Photo: Katherine Homes
Brazil
In 2020, Health in Harmony conducted Radical Listening sessions with members of several communities living in the Brazilian rainforest. These communities make a living from products, including wild rubber, that they collect from the rainforest in reserves that they collectively own. But Health In Harmony was told that sometimes when the people’s needs, especially health care, weren’t being met, they sometimes had to make unfortunate deals with outsiders. Deals that hurt the forest, and, in turn, their livelihood.
These Radical Listening sessions took place during the Pandemic. Therefore they were creatively conducted through shortwave radio, with the help of a man from a Brazilian organization that had worked with these communities for at least fifteen years.

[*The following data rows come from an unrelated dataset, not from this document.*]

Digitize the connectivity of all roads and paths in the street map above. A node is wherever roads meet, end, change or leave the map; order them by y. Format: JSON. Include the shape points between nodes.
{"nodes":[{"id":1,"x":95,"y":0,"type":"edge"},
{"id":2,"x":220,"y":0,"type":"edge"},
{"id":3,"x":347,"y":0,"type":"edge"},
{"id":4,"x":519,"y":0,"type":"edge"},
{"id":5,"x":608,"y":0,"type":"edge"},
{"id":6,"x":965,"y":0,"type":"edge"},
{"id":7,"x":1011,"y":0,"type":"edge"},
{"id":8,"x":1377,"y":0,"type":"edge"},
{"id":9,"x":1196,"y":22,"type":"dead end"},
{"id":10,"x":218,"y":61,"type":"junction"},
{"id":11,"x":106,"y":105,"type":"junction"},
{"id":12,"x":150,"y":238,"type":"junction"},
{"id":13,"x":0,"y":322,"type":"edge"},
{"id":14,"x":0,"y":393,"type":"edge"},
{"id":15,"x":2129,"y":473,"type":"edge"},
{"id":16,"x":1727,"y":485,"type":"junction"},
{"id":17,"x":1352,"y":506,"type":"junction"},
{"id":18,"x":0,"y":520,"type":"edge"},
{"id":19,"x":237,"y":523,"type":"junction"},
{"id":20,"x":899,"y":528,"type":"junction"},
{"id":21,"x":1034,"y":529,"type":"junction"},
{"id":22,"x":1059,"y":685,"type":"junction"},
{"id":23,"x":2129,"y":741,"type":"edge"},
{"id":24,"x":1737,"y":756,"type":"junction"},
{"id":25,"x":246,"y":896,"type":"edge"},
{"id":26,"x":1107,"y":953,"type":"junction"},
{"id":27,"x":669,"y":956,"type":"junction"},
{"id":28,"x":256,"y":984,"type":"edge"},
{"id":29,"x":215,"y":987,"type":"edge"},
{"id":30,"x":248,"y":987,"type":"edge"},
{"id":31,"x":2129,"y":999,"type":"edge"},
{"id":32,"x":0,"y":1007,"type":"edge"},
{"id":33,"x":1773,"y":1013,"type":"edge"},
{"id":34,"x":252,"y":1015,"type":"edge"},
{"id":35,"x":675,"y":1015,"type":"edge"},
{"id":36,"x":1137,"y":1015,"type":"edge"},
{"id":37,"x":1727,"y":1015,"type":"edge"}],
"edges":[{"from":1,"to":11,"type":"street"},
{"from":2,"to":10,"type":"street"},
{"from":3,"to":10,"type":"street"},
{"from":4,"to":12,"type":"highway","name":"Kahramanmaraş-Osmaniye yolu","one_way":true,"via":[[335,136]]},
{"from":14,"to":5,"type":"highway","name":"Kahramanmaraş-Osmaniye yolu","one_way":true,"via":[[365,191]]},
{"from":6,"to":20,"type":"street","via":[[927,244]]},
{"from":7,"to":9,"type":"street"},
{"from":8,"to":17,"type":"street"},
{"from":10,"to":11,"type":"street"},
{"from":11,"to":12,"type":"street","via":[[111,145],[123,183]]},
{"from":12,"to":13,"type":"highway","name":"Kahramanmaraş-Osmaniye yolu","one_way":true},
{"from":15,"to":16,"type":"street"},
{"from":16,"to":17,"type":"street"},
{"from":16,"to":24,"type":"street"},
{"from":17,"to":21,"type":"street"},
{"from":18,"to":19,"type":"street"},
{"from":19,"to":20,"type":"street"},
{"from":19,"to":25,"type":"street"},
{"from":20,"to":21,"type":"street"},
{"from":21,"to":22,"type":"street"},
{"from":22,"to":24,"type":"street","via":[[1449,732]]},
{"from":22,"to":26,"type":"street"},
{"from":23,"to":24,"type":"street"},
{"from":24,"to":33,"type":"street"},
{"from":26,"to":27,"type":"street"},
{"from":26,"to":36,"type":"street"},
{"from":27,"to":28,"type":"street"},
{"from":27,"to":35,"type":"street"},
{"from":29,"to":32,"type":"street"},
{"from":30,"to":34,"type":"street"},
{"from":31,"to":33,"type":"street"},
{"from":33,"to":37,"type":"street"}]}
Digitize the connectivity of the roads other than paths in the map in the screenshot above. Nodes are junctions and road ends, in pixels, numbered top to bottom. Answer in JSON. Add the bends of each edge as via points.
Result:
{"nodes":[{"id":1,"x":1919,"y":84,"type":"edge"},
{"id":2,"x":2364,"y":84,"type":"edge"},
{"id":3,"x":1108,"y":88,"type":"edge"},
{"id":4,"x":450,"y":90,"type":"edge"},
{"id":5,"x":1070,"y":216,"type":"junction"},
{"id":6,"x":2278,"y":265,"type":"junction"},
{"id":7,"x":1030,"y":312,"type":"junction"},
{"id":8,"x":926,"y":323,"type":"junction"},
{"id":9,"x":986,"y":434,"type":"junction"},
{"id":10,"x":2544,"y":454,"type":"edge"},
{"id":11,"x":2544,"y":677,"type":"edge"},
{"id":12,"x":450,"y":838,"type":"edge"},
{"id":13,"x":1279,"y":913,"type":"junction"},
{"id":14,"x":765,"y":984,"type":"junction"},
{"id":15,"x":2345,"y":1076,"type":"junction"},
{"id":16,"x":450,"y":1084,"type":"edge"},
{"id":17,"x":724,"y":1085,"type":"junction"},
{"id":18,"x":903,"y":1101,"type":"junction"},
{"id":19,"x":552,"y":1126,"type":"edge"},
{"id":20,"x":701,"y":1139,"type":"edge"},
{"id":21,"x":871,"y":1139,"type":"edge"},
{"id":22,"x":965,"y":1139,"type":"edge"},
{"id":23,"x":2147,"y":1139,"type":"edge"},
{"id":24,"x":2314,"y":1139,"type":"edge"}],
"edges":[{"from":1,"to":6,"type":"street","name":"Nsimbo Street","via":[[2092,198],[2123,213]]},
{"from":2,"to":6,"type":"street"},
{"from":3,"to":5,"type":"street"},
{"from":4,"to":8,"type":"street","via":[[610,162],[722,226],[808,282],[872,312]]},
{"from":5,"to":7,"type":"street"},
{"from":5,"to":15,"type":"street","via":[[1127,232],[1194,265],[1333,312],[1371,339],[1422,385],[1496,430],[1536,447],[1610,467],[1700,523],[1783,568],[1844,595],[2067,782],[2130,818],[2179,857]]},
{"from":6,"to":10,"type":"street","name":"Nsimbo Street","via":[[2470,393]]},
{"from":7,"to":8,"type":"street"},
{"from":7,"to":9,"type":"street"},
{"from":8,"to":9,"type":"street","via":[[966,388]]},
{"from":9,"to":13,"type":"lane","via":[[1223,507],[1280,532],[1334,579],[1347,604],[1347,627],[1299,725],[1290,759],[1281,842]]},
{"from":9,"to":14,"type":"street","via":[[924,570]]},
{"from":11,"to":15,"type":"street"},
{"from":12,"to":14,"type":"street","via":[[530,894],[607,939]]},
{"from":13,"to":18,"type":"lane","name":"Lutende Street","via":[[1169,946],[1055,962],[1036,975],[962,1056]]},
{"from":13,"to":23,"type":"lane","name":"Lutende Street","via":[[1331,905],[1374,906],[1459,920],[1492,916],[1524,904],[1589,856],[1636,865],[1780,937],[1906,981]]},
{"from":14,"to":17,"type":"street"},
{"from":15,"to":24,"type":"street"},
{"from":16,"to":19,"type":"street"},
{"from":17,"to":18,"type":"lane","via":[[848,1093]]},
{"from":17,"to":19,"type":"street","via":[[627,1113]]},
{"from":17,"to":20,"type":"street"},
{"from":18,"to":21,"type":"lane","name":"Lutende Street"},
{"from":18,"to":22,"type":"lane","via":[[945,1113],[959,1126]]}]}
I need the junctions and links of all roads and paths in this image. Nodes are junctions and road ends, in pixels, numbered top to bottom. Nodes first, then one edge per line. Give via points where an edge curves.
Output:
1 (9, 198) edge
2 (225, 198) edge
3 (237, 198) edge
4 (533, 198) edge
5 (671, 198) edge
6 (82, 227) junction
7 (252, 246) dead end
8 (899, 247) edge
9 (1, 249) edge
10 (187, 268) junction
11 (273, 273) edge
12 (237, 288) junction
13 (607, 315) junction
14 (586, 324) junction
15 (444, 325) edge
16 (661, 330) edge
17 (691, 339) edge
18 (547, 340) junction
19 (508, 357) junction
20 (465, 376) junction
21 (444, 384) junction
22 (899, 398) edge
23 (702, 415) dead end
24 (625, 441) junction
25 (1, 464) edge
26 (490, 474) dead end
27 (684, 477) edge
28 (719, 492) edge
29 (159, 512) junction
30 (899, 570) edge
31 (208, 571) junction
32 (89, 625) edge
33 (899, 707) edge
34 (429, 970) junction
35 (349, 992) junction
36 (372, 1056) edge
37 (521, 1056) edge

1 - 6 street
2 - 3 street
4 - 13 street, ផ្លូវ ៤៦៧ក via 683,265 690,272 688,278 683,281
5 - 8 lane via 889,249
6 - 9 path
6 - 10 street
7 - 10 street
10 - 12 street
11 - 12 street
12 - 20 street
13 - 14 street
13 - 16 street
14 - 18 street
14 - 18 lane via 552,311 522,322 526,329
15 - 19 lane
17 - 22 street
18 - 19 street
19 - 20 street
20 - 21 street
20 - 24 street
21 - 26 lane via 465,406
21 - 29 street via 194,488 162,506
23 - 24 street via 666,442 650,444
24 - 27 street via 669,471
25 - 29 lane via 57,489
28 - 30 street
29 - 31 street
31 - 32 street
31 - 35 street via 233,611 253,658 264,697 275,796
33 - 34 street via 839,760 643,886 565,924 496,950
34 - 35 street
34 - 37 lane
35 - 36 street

Despite the craziness of the remote listening setup, the conversation was earnest and productive. The communities asked for help clearing several airstrips—so that they would be able to evacuate people who were sick. They asked for mobile clinics four times a year for basic health care, including vaccines. And they asked for help advocating the government for a local high school, so their children would not have to leave the forest for education beyond grade school. The communities knew that a combination of all of these things would help them protect their forest for generations to come.
As we listened, our Brazilian colleague expressed astonishment and delight at the ingenuity of all the intersectional solutions the people were articulating. Over and over again he exclaimed, “Whoa! I can’t believe we didn’t think of that!”